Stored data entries
Content starts

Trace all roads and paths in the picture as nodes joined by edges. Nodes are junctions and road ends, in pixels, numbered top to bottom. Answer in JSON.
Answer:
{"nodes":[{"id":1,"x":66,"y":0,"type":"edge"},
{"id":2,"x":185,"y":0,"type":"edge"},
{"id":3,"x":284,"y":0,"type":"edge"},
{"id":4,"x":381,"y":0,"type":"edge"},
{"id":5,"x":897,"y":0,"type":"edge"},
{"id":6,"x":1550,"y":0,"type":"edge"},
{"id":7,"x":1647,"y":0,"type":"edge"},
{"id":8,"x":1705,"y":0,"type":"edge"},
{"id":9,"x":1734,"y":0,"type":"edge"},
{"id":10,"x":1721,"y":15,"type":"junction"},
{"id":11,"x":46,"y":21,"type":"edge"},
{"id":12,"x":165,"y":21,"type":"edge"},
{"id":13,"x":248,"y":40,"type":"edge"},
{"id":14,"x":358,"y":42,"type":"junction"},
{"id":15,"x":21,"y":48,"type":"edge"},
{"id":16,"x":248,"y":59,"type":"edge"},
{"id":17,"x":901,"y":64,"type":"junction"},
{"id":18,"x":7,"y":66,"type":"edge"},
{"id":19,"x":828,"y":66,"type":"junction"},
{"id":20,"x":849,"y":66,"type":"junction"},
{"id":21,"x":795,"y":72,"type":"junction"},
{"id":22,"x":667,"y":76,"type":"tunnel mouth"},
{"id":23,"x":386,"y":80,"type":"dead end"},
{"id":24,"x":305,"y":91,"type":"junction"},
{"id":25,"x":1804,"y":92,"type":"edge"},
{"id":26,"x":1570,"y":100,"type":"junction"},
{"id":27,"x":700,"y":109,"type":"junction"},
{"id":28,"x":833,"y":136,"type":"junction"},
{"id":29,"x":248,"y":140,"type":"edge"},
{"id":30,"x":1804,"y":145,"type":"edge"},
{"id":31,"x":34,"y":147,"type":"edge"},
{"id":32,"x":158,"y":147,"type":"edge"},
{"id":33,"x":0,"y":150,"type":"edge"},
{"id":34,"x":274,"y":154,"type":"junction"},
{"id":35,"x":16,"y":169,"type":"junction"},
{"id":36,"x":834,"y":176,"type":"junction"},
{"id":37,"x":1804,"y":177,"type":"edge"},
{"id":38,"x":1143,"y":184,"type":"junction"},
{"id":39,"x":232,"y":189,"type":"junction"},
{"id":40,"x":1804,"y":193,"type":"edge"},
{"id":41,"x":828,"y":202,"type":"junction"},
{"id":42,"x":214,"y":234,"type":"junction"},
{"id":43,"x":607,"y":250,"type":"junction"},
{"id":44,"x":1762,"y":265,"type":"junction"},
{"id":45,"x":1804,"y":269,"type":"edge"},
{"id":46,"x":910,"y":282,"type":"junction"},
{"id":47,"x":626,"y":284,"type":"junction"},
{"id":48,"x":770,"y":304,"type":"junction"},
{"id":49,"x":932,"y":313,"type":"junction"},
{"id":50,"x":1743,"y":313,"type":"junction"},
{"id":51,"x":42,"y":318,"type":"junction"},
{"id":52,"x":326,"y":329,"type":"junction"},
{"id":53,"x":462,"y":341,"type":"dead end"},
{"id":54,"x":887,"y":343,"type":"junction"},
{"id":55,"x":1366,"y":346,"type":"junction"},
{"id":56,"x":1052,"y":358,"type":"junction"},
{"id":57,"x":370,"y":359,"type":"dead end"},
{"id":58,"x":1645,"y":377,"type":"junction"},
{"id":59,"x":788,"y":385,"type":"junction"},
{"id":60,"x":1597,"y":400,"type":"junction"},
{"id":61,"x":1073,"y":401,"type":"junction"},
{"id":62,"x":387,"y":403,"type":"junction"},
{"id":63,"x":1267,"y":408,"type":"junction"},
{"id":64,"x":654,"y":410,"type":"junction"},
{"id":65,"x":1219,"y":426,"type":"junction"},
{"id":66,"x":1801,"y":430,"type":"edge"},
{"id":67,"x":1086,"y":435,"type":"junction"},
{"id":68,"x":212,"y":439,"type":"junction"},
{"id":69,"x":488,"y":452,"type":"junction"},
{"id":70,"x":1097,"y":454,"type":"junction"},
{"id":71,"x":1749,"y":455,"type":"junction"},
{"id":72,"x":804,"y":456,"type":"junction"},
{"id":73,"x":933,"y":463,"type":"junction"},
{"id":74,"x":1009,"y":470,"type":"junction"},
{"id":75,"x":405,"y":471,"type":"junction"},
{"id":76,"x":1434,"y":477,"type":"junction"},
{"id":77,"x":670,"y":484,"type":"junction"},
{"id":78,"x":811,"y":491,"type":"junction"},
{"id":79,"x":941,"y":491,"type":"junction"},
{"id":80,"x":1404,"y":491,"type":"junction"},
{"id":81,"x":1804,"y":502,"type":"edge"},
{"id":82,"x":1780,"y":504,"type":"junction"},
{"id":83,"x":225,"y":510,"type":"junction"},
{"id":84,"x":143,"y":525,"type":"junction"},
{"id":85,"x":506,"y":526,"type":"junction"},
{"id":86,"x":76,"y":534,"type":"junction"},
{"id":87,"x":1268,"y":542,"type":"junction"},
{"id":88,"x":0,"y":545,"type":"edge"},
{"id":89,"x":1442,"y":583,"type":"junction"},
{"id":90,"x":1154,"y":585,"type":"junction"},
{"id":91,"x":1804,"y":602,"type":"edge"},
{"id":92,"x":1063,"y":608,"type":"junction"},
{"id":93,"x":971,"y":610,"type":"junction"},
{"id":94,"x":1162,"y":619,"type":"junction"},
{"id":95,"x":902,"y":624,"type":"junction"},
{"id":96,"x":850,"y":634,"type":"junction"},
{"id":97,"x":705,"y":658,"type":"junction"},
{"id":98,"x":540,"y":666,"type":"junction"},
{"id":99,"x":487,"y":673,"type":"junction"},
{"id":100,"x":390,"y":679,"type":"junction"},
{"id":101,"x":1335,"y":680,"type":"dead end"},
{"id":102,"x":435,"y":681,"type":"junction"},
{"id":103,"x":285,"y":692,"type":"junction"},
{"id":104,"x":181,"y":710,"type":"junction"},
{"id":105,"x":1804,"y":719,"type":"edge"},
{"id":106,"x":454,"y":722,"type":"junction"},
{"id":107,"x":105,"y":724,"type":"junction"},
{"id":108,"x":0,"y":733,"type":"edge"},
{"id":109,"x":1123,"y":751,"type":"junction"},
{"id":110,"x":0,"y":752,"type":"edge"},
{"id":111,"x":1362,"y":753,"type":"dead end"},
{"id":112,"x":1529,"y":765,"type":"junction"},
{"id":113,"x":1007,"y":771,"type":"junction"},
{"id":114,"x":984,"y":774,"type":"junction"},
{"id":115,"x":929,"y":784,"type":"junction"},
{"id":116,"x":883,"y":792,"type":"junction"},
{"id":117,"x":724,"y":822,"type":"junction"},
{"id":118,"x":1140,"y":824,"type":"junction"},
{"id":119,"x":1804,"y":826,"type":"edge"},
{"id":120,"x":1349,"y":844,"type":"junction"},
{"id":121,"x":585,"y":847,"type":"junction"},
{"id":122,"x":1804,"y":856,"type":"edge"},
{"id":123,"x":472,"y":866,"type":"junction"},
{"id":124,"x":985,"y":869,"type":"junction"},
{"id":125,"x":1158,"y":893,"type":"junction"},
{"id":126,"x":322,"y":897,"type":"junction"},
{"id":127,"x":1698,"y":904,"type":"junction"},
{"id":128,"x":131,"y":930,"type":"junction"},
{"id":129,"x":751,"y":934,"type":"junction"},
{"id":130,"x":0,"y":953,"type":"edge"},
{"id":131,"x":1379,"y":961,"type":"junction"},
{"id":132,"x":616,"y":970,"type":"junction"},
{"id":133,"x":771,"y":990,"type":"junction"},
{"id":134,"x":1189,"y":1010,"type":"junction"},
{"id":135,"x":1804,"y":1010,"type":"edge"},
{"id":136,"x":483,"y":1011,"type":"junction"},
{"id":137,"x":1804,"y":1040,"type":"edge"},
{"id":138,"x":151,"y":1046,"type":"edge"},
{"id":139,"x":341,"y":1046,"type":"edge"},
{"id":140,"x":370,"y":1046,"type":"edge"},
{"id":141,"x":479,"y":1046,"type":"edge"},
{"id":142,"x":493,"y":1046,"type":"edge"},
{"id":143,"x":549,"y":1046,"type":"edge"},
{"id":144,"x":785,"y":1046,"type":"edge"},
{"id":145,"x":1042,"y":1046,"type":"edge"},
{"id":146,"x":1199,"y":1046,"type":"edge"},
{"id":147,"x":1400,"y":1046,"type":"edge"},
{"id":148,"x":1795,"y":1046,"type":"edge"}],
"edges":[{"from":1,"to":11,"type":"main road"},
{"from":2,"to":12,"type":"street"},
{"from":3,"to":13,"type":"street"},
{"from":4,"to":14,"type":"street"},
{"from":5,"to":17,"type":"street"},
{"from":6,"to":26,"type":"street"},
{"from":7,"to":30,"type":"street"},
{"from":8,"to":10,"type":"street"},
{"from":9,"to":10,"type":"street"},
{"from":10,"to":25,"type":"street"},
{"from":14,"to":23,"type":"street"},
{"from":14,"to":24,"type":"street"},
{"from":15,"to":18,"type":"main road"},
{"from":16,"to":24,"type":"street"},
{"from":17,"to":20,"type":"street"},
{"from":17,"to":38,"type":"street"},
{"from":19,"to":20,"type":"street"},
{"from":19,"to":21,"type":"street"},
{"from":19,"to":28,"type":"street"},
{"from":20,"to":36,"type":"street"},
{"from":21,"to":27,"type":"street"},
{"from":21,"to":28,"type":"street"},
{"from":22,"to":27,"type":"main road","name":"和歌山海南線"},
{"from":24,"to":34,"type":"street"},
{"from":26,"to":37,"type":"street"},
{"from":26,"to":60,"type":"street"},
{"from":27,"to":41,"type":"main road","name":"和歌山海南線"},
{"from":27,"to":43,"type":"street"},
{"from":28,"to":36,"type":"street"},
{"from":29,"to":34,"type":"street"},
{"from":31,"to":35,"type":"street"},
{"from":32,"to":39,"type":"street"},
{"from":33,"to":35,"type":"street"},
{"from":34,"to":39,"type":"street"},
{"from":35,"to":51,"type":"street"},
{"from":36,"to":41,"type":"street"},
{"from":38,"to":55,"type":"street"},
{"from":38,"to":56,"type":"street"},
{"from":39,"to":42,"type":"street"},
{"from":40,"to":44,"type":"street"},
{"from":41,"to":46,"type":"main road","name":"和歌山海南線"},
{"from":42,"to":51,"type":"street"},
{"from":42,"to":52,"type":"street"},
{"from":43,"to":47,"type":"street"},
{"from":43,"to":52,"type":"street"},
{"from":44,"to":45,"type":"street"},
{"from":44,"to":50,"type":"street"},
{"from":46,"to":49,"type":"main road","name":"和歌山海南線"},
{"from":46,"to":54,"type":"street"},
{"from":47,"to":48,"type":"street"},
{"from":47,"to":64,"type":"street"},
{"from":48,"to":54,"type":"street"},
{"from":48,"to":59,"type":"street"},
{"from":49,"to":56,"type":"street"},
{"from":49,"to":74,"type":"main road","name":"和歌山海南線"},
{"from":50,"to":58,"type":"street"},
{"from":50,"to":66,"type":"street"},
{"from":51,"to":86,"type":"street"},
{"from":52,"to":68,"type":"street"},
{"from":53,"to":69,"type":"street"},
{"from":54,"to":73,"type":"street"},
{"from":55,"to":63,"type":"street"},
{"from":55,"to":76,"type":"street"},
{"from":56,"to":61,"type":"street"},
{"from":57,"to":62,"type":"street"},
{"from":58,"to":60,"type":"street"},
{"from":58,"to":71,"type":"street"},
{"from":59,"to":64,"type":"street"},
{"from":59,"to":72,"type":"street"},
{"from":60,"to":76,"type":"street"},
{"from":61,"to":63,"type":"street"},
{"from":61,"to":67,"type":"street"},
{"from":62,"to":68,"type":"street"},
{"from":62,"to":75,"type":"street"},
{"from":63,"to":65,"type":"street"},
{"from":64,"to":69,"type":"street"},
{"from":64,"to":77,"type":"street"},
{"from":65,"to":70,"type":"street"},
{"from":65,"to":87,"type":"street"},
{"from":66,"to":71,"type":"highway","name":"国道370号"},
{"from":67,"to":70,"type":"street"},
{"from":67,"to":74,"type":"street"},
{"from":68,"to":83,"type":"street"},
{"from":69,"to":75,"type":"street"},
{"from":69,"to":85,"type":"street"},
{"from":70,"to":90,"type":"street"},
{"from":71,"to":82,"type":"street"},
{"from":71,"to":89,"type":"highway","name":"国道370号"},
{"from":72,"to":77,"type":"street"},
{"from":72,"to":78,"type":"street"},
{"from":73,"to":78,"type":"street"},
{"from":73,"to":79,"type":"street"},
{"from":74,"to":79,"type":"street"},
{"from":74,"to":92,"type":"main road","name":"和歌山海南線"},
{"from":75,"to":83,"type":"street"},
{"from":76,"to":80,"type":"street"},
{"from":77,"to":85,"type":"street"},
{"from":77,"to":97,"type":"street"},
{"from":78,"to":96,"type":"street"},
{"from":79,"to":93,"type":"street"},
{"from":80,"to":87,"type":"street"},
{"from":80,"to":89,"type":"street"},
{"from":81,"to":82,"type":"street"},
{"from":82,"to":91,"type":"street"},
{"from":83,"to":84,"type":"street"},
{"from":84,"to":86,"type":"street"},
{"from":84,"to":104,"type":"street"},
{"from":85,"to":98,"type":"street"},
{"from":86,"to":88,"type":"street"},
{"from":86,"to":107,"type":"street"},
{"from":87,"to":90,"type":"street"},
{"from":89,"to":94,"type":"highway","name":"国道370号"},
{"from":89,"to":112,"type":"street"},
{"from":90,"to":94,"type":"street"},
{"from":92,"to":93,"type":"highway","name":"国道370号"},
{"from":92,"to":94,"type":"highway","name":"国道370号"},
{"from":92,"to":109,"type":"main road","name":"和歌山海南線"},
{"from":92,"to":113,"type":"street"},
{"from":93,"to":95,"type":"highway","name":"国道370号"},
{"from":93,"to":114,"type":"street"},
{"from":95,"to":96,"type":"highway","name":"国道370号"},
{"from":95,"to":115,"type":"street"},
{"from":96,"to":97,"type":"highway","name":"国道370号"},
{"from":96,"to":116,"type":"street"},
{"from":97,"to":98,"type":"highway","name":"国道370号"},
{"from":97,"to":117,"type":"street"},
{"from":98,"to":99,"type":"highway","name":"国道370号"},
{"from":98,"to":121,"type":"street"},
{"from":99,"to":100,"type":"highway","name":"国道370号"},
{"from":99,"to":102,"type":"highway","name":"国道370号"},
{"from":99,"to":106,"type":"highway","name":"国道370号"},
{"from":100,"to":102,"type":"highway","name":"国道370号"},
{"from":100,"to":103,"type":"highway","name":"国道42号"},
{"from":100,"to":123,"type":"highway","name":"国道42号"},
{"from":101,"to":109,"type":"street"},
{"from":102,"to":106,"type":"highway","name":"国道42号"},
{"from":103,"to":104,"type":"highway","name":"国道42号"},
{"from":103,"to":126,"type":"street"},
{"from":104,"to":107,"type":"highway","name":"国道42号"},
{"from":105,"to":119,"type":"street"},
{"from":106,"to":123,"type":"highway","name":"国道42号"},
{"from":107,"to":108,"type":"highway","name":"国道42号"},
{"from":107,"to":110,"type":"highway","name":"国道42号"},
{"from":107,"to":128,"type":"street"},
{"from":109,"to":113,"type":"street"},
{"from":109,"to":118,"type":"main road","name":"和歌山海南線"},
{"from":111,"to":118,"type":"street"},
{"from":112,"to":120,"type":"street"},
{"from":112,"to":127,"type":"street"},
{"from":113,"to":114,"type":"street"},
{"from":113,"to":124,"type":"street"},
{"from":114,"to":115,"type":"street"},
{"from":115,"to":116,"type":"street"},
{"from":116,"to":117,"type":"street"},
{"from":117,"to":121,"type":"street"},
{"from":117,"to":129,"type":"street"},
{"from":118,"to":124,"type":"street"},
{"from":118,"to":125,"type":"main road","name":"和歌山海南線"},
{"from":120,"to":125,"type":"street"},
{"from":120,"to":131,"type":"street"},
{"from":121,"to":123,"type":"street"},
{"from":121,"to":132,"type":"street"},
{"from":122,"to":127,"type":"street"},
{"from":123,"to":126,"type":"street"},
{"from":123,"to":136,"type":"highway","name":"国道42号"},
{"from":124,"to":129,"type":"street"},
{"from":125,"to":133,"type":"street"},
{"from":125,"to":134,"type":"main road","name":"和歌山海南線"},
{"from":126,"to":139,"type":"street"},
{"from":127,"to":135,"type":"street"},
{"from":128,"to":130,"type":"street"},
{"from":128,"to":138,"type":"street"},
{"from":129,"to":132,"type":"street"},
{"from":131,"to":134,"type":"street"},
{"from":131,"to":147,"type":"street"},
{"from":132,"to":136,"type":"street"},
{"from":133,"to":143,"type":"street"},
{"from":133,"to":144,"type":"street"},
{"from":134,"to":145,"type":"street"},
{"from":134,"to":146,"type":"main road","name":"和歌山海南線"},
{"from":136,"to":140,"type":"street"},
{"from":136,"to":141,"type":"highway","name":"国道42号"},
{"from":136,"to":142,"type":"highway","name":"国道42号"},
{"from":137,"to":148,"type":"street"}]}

Content ends

Check each line above for "edges" and give the number of lines that match, nothing more.

2